▸ **WHAT IS REQUIRED**
From the line containing "cairo_show_text(ctx, s);" down to the line containing "cairo_arc(ctx, x + r, y + r, r, M_PI, 1.5" in the records below, reproduce every line exactly, ends included, and omit all others.

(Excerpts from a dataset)
::::::

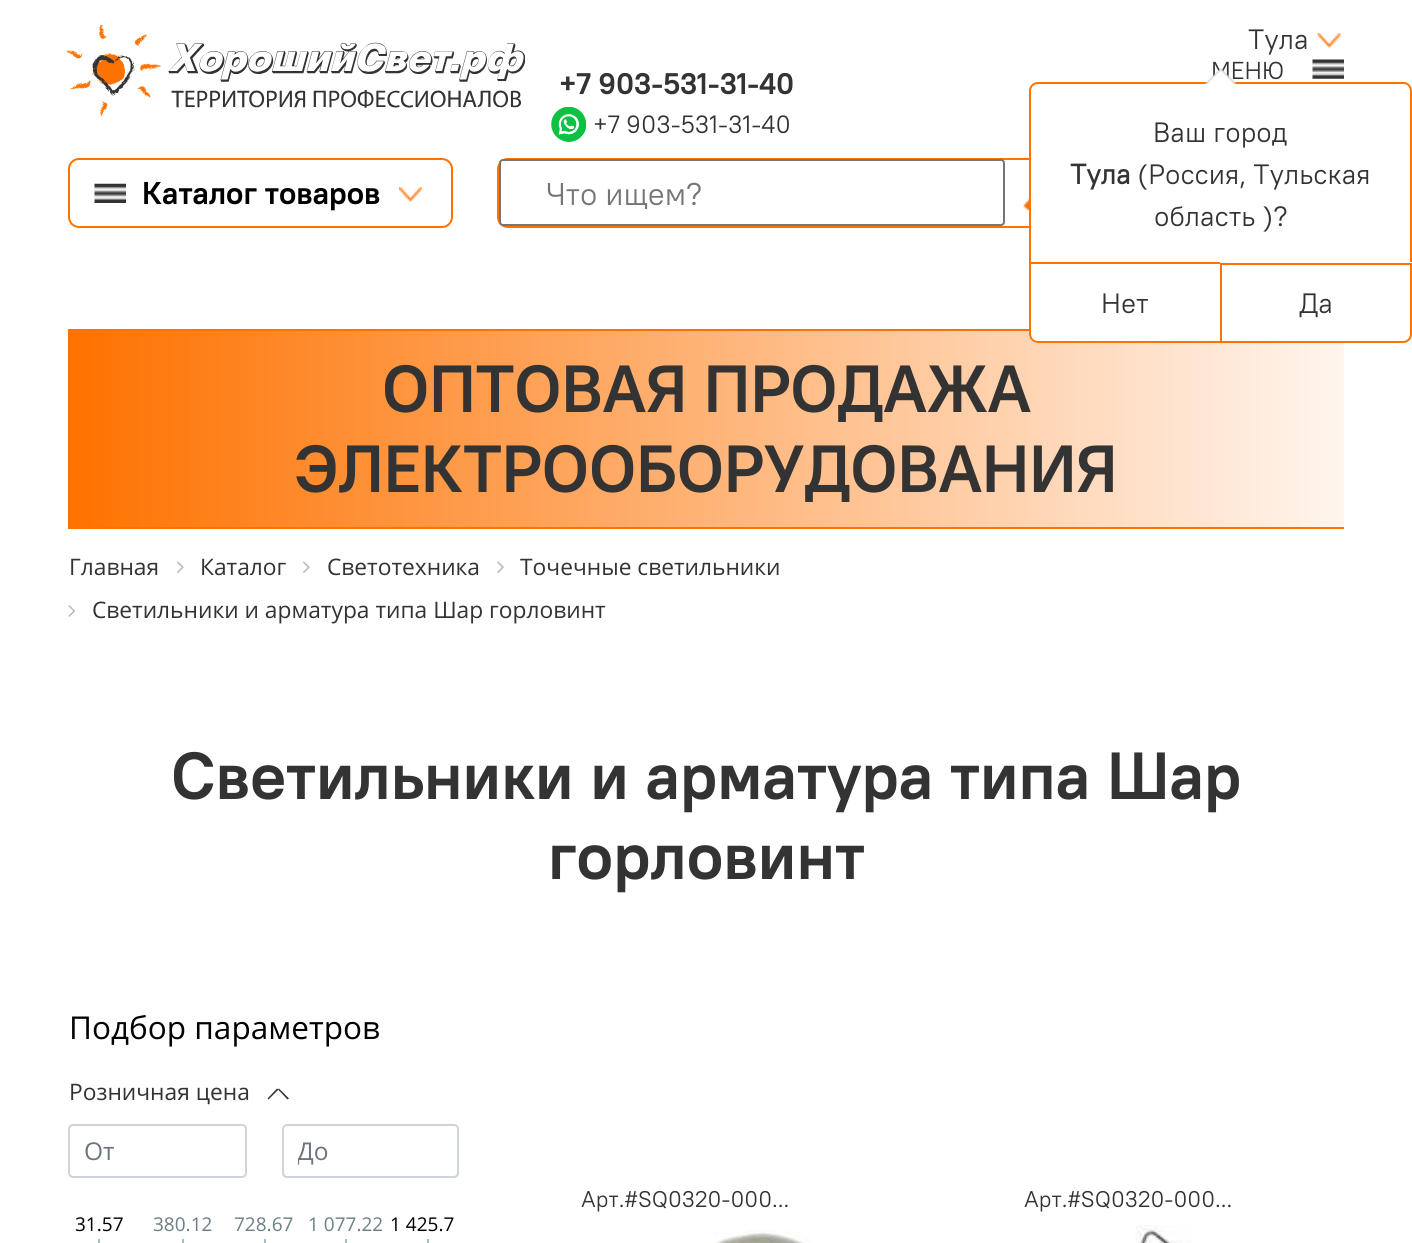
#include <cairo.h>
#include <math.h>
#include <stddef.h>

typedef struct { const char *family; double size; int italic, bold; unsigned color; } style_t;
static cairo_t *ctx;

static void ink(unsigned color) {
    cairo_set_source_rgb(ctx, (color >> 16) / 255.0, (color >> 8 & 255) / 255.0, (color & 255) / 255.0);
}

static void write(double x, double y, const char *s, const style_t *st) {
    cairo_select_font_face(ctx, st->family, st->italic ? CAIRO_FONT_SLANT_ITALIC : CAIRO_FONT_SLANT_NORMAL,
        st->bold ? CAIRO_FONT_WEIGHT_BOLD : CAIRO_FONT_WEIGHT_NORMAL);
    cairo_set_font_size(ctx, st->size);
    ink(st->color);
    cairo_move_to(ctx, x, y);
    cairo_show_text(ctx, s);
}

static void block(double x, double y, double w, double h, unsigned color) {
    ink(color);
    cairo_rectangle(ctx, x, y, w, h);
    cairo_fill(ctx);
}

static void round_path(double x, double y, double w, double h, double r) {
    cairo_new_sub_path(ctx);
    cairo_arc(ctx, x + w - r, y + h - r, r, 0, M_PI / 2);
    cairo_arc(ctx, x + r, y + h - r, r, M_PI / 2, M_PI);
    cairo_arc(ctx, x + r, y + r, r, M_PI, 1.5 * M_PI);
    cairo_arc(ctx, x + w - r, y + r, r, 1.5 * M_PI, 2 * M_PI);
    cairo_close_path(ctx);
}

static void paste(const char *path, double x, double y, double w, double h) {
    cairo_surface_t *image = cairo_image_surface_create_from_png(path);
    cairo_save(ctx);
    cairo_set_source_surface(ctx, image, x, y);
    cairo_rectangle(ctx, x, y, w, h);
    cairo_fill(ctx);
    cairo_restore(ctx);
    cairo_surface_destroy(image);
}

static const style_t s1 = {"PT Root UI", 28, 0, 0, 0x333333};
static const style_t s2 = {"PT Root UI", 24.5, 0, 0, 0x333333};
static const style_t s3 = {"PT Root UI", 29.75, 0, 1, 0x333333};
static const style_t s4 = {"PT Root UI", 25, 0, 0, 0x333333};
static const style_t s5 = {"PT Root UI", 31.5, 0, 1, 0x000000};
static const style_t s6 = {"PT Root UI", 31.5, 0, 0, 0x757575};
static const style_t s7 = {"PT Root UI", 66.5, 0, 1, 0x333333};
static const style_t s8 = {"Open Sans", 22.75, 0, 0, 0x333333};
static const style_t s9 = {"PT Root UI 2", 28, 0, 1, 0x333333};
static const style_t s10 = {"Open Sans", 31.5, 0, 0, 0x000000};
static const style_t s11 = {"Open Sans", 24.5, 0, 0, 0x6c757d};
static const style_t s12 = {"Open Sans", 19, 0, 0, 0x000000};
static const style_t s13 = {"Open Sans", 19, 0, 0, 0x6b8086};
static const style_t s14 = {"PT Root UI", 22.75, 0, 0, 0x333333};

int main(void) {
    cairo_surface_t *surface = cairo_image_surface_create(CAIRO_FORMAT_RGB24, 1412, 1243);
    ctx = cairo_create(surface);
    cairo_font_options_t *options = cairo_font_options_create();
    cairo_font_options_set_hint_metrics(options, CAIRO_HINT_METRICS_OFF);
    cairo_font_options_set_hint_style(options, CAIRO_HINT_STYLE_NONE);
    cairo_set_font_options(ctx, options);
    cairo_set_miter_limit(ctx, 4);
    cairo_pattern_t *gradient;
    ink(0xffffff);
    cairo_paint(ctx);
    paste("pic1.png", 66, 25, 459, 92);
    write(1248, 49, "Тула", &s1);
    paste("pic2.png", 1317, 33, 24, 15);
    paste("pic3.png", 1312, 59, 32, 20);
    write(1211, 79, "МЕНЮ", &s2);
    write(559, 94, "+7 903-531-31-40", &s3);
    paste("pic4.png", 551, 107, 35, 35);
    write(593, 133, "+7 903-531-31-40", &s4);
    round_path(69, 159, 383, 68, 10);
    ink(0xfe7200);
    cairo_stroke(ctx);
    paste("pic5.png", 94, 183, 32, 20);
    write(142, 204, "Каталог товаров", &s5);
    paste("pic6.png", 399, 187, 23, 15);
    round_path(498, 159, 576, 68, 10);
    ink(0xfe7200);
    cairo_stroke(ctx);
    ink(0xffffff);
    round_path(500, 160, 504, 65, 3);
    cairo_fill_preserve(ctx);
    ink(0x767676);
    cairo_stroke(ctx);
    write(546, 205, "Что ищем?", &s6);
    paste("pic7.png", 1023, 197, 6, 13);
    gradient = cairo_pattern_create_linear(68, 429, 1344, 429);
    cairo_pattern_add_color_stop_rgba(gradient, 0, 0.996, 0.447, 0, 1);
    cairo_pattern_add_color_stop_rgba(gradient, 1, 1, 0.961, 0.933, 1);
    cairo_set_source(ctx, gradient);
    cairo_pattern_destroy(gradient);
    cairo_rectangle(ctx, 68, 331, 1276, 196);
    cairo_fill(ctx);
    block(68, 329, 961, 2, 0xfe7200);
    block(68, 527, 1276, 2, 0xfe7200);
    write(382, 412, "ОПТОВАЯ ПРОДАЖА", &s7);
    write(294, 492, "ЭЛЕКТРООБОРУДОВАНИЯ", &s7);
    write(69, 575, "Главная", &s8);
    paste("pic8.png", 177, 561, 7, 12);
    write(200, 575, "Каталог", &s8);
    paste("pic8.png", 303, 561, 7, 12);
    write(327, 575, "Светотехника", &s8);
    paste("pic9.png", 497, 561, 7, 12);
    write(520, 575, "Точечные светильники", &s8);
    paste("pic10.png", 68, 605, 7, 12);
    write(92, 618, "Светильники и арматура типа Шар горловинт", &s8);
    ink(0xffffff);
    round_path(1029, 82, 383, 261, 9);
    cairo_fill(ctx);
    ink(0xfe7200);
    cairo_set_fill_rule(ctx, CAIRO_FILL_RULE_EVEN_ODD);
    cairo_new_path(ctx);
    cairo_move_to(ctx, 1038, 82);
    cairo_line_to(ctx, 1404, 82);
    cairo_curve_to(ctx, 1408, 82, 1412, 86, 1412, 91);
    cairo_line_to(ctx, 1412, 262);
    cairo_line_to(ctx, 1029, 262);
    cairo_line_to(ctx, 1029, 91);
    cairo_curve_to(ctx, 1029, 86, 1033, 82, 1038, 82);
    cairo_close_path(ctx);
    cairo_move_to(ctx, 1038, 84);
    cairo_line_to(ctx, 1404, 84);
    cairo_curve_to(ctx, 1407, 84, 1410, 87, 1410, 91);
    cairo_line_to(ctx, 1410, 262);
    cairo_line_to(ctx, 1031, 262);
    cairo_line_to(ctx, 1031, 91);
    cairo_curve_to(ctx, 1031, 87, 1034, 84, 1038, 84);
    cairo_close_path(ctx);
    cairo_fill(ctx);
    paste("pic11.png", 1205, 68, 31, 16);
    write(1153, 142, "Ваш город", &s1);
    write(1070, 184, "Тула", &s9);
    write(1137, 184, "(Россия, Тульская", &s1);
    write(1154, 226, "область )?", &s1);
    ink(0xffffff);
    cairo_new_path(ctx);
    cairo_move_to(ctx, 1029, 263);
    cairo_line_to(ctx, 1220, 263);
    cairo_line_to(ctx, 1220, 343);
    cairo_line_to(ctx, 1038, 343);
    cairo_curve_to(ctx, 1033, 343, 1029, 339, 1029, 334);
    cairo_close_path(ctx);
    cairo_fill(ctx);
    ink(0xfe7200);
    cairo_new_path(ctx);
    cairo_move_to(ctx, 1029, 262);
    cairo_line_to(ctx, 1220, 262);
    cairo_line_to(ctx, 1220, 343);
    cairo_line_to(ctx, 1038, 343);
    cairo_curve_to(ctx, 1033, 343, 1029, 339, 1029, 334);
    cairo_close_path(ctx);
    cairo_move_to(ctx, 1031, 264);
    cairo_line_to(ctx, 1220, 264);
    cairo_line_to(ctx, 1220, 341);
    cairo_line_to(ctx, 1038, 341);
    cairo_curve_to(ctx, 1034, 341, 1031, 338, 1031, 334);
    cairo_close_path(ctx);
    cairo_fill(ctx);
    write(1101, 313, "Нет", &s1);
    cairo_new_path(ctx);
    cairo_move_to(ctx, 1221, 264);
    cairo_line_to(ctx, 1411, 264);
    cairo_line_to(ctx, 1411, 334);
    cairo_curve_to(ctx, 1411, 338.5, 1407.5, 342, 1403, 342);
    cairo_line_to(ctx, 1221, 342);
    cairo_close_path(ctx);
    ink(0xfe7200);
    cairo_stroke(ctx);
    write(1299, 313, "Да", &s1);
    write(171, 799, "Светильники и арматура типа Шар", &s7);
    write(548, 879, "горловинт", &s7);
    write(69, 1039, "Подбор параметров", &s10);
    write(69, 1100, "Розничная цена", &s8);
    cairo_set_fill_rule(ctx, CAIRO_FILL_RULE_WINDING);
    cairo_new_path(ctx);
    cairo_move_to(ctx, 267.5, 1098.5);
    cairo_line_to(ctx, 277, 1088.5);
    cairo_line_to(ctx, 278.5, 1089.5);
    cairo_line_to(ctx, 268.5, 1099.5);
    cairo_close_path(ctx);
    cairo_fill(ctx);
    cairo_new_path(ctx);
    cairo_move_to(ctx, 279, 1088.5);
    cairo_line_to(ctx, 289, 1098.5);
    cairo_line_to(ctx, 287.5, 1099.5);
    cairo_line_to(ctx, 278, 1089.5);
    cairo_close_path(ctx);
    cairo_fill(ctx);
    round_path(69, 1125, 177, 52, 4);
    ink(0xced4da);
    cairo_stroke(ctx);
    write(84, 1160, "От", &s11);
    round_path(283, 1125, 175, 52, 4);
    ink(0xced4da);
    cairo_stroke(ctx);
    cairo_save(ctx);
    cairo_rectangle(ctx, 298, 1134, 145, 33);
    cairo_clip(ctx);
    write(297, 1160, "До", &s11);
    cairo_restore(ctx);
    block(98, 1239, 2, 4, 0xa2bfc7);
    write(75, 1231, "31.57", &s12);
    block(182, 1239, 2, 4, 0xa2bfc7);
    write(153, 1231, "380.12", &s13);
    block(264, 1239, 2, 4, 0xa2bfc7);
    write(234, 1231, "728.67", &s13);
    block(345, 1239, 2, 4, 0xa2bfc7);
    write(308, 1231, "1 077.22", &s13);
    block(427, 1239, 2, 4, 0xa2bfc7);
    write(390, 1231, "1 425.7", &s12);
    write(581, 1207, "Арт.#SQ0320-000...", &s14);
    paste("pic12.png", 714, 1230, 98, 13);
    write(1024, 1207, "Арт.#SQ0320-000...", &s14);
    paste("pic13.png", 1135, 1225, 57, 18);
    cairo_surface_write_to_png(surface, "screenshot.png");
    cairo_font_options_destroy(options);
    cairo_destroy(ctx);
    cairo_surface_destroy(surface);
    return 0;
}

::::::

▸ **REPLY TO THE TASK**
    cairo_show_text(ctx, s);
}

static void block(double x, double y, double w, double h, unsigned color) {
    ink(color);
    cairo_rectangle(ctx, x, y, w, h);
    cairo_fill(ctx);
}

static void round_path(double x, double y, double w, double h, double r) {
    cairo_new_sub_path(ctx);
    cairo_arc(ctx, x + w - r, y + h - r, r, 0, M_PI / 2);
    cairo_arc(ctx, x + r, y + h - r, r, M_PI / 2, M_PI);
    cairo_arc(ctx, x + r, y + r, r, M_PI, 1.5 * M_PI);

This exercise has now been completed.